The Indian pace of poverty reduction has been slower than China’s, not just because growth has been much faster in China, but also because the same 1 percent growth rate reduces poverty in India by much less, largely on account of inequalities in wealth – particularly, land and education. Contrary to common perception, these inequalities are much higher in India than in China: The Gini coefficient of land distribution in rural India was 0.74 in 2003; the corresponding figure in China was 0.49 in 2002. India’s educational inequality is one of the worst in the world: According to the World Development Report 2006, published by the World Bank, the Gini coefficient of the distribution of adult schooling years in the population around 2000 was 0.56 in India, which is not just higher than 0.37 in China , but higher than that of almost all Latin American countries.
Another part of the conventional wisdom in the media as well as in academia is how the rising inequality and the inequality-induced grievances, particularly in the left-behind rural areas, cloud the horizon for the future of the Chinese polity and hence economic stability.
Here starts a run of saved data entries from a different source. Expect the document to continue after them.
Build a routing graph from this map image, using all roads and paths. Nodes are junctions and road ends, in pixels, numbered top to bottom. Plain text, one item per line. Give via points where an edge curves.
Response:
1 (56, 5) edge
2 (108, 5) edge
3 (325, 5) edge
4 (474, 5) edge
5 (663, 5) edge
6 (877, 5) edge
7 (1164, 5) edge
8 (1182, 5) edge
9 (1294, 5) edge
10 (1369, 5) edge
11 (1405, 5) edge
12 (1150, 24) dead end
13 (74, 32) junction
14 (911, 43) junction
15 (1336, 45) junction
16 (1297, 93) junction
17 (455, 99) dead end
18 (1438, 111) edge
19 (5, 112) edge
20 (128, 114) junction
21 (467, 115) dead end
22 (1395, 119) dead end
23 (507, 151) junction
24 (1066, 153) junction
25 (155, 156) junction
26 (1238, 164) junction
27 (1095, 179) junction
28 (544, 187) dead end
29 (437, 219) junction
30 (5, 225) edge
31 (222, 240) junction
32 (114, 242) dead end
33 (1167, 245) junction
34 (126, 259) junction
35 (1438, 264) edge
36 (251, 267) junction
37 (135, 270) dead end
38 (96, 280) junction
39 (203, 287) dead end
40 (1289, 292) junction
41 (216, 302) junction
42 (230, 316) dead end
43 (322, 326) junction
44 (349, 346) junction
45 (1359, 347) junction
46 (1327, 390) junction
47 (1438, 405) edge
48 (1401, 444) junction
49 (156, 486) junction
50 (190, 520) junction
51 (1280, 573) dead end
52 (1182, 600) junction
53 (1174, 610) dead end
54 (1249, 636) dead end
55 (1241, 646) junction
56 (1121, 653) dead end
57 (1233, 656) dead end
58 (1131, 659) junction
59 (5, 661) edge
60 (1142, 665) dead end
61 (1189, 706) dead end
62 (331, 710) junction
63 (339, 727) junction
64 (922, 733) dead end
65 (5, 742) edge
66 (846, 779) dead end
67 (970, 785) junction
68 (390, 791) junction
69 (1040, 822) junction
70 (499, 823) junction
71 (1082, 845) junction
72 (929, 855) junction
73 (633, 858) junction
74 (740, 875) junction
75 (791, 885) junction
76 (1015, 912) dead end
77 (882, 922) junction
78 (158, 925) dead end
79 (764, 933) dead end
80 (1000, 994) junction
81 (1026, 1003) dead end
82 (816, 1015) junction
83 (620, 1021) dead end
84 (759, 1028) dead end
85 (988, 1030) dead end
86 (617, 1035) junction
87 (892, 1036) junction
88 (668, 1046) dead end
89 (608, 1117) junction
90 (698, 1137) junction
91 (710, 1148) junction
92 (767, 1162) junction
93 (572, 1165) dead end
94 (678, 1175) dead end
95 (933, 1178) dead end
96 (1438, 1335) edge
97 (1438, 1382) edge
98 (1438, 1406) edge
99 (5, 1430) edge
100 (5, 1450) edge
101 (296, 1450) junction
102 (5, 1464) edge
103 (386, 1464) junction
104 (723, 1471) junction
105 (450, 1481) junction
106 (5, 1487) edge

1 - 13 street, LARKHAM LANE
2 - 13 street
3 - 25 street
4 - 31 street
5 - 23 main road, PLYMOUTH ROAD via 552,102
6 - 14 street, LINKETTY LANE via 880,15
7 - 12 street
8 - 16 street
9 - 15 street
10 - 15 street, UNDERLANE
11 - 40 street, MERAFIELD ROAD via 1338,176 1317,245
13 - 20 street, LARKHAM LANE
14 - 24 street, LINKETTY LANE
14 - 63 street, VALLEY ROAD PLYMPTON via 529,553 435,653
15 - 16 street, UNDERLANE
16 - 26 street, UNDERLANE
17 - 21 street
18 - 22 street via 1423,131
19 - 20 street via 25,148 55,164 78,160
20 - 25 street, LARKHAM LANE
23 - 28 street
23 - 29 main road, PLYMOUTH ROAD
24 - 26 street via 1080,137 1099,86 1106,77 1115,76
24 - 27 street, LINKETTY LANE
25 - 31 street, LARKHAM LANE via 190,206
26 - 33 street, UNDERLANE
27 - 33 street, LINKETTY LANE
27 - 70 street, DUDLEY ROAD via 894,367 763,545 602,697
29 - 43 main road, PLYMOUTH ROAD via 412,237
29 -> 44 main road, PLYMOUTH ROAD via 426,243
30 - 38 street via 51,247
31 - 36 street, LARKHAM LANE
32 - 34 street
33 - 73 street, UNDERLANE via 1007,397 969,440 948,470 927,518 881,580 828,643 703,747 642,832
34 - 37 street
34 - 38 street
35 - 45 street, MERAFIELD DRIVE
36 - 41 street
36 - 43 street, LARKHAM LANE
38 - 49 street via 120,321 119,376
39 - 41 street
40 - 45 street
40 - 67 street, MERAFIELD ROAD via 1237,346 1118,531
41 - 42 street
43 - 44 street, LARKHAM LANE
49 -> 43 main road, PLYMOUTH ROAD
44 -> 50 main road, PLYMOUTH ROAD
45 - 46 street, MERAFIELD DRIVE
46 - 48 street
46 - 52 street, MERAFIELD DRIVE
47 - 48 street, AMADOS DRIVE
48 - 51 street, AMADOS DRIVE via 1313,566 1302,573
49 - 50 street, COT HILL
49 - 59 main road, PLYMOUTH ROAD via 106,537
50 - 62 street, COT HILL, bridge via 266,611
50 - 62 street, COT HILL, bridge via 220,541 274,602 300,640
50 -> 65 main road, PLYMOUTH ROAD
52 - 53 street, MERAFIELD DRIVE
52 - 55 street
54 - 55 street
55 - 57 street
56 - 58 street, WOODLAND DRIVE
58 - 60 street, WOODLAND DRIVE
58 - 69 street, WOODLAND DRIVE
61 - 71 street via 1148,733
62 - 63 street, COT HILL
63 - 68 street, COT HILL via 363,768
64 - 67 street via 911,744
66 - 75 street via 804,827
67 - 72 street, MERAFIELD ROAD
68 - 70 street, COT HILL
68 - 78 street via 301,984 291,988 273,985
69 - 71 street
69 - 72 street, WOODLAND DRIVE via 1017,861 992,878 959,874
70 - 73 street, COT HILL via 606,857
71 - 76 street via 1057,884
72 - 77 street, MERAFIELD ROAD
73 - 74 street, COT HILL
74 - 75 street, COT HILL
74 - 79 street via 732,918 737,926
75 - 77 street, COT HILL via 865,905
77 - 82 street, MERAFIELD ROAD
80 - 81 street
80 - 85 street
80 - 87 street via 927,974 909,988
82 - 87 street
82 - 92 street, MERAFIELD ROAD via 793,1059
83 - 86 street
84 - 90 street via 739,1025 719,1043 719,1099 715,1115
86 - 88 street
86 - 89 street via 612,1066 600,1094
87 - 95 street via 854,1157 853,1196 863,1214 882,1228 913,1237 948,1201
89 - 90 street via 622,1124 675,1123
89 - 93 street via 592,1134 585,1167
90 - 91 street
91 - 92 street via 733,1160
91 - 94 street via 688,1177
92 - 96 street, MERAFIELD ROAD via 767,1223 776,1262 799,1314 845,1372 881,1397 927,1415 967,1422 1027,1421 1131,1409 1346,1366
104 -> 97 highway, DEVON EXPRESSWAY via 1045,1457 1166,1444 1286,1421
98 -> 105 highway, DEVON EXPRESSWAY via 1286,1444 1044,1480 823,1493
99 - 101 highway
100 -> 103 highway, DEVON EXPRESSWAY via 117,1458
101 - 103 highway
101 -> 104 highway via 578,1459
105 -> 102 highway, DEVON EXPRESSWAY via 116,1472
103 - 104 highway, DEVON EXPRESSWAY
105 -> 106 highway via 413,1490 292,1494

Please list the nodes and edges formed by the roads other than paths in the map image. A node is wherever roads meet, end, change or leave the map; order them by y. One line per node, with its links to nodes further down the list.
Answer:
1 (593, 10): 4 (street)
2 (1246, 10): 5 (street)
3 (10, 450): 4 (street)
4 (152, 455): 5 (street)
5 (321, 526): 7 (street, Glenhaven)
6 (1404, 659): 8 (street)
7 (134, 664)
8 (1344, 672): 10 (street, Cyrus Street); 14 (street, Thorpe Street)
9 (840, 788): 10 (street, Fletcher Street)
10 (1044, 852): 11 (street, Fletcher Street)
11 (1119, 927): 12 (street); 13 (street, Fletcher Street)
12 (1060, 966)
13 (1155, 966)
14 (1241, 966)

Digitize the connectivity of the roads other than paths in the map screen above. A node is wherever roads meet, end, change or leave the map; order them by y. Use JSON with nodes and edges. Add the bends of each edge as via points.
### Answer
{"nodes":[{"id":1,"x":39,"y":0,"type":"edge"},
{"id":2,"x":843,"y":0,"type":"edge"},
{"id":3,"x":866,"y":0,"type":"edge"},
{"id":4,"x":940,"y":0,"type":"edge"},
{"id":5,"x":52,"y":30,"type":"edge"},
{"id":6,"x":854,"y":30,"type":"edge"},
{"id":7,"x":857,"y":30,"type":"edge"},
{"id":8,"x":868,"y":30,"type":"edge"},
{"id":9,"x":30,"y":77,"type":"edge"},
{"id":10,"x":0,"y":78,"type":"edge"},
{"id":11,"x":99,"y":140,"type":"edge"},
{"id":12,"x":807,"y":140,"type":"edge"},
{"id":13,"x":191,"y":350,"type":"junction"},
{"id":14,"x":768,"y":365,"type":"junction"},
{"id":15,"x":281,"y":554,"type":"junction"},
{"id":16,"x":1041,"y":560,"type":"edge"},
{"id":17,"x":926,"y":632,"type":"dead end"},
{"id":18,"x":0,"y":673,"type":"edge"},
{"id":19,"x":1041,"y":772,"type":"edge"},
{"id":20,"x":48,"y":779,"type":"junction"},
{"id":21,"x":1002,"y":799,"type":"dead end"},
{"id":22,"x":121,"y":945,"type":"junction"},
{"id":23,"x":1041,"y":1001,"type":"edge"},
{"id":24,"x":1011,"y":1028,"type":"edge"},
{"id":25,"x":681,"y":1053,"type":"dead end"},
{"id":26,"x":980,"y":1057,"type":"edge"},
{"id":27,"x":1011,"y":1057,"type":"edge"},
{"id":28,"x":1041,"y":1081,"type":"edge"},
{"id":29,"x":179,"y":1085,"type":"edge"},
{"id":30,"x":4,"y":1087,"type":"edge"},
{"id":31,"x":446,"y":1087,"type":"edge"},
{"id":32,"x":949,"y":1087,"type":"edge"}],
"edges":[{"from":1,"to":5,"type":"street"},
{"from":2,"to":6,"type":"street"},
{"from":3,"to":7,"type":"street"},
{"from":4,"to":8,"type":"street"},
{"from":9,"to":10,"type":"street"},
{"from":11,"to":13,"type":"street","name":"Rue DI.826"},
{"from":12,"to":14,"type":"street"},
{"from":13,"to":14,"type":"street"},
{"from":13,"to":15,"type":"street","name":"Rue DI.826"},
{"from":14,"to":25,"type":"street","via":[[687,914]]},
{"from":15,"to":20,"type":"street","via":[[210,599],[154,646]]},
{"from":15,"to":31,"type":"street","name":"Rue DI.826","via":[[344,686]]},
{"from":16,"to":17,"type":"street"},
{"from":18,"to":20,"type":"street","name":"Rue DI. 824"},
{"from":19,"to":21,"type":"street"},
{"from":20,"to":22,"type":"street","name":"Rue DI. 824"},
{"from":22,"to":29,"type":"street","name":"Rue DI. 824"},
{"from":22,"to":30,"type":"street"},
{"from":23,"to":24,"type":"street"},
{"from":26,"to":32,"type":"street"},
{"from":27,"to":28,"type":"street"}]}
Frequently cited evidence of instability comes from Chinese police records, which suggest that incidents of social unrest have multiplied nearly nine-fold between 1994 and 2005. While the Chinese leadership is right to be concerned about the inequalities, the conventional wisdom in this matter is somewhat askew, as Harvard sociologist Martin Whyte has pointed out. Data from a 2004 national representative survey in China by his team show that the presumably disadvantaged people in the rural or remote areas are not particularly upset by the rising inequality. This may be because of the familiar “tunnel effect” in the inequality literature: Those who see other people prospering remain hopeful that their chance will come soon, much like drivers in a tunnel, whose hopes rise when blocked traffic in the next lane starts moving. This is particularly so with the relaxation of restrictions on mobility from villages and improvement in roads and transportation.
More than inequality, farmers are incensed by forcible land acquisitions or toxic pollution, but these disturbances are as yet localized. The Chinese leaders have succeeded in deflecting the wrath towards corrupt local officials and in localizing and containing the rural unrest. Opinion surveys suggest that the central leadership is still quite popular, while local officials are not.
Paradoxically, the potential for unrest may be greater in the currently-booming urban areas, where the real-estate bubble could break. Global recession could ripple through the excess-capacity industries and financially-shaky public banks. With more internet-connected and vocal middle classes, a history of massive worker layoffs and a large underclass of migrants, urban unrest may be more difficult to contain.
Issues like globalization, inequality, poverty and social discontent are thus much more complicated than are allowed in the standard accounts about China and India.
Pranab Bardhan is professor of economics at the University of California, Berkeley, and co-chair of the Network on the Effects of Inequality on Economic Performance, funded by the MacArthur Foundation. He was the editor of the “Journal of Development Economics” for many years.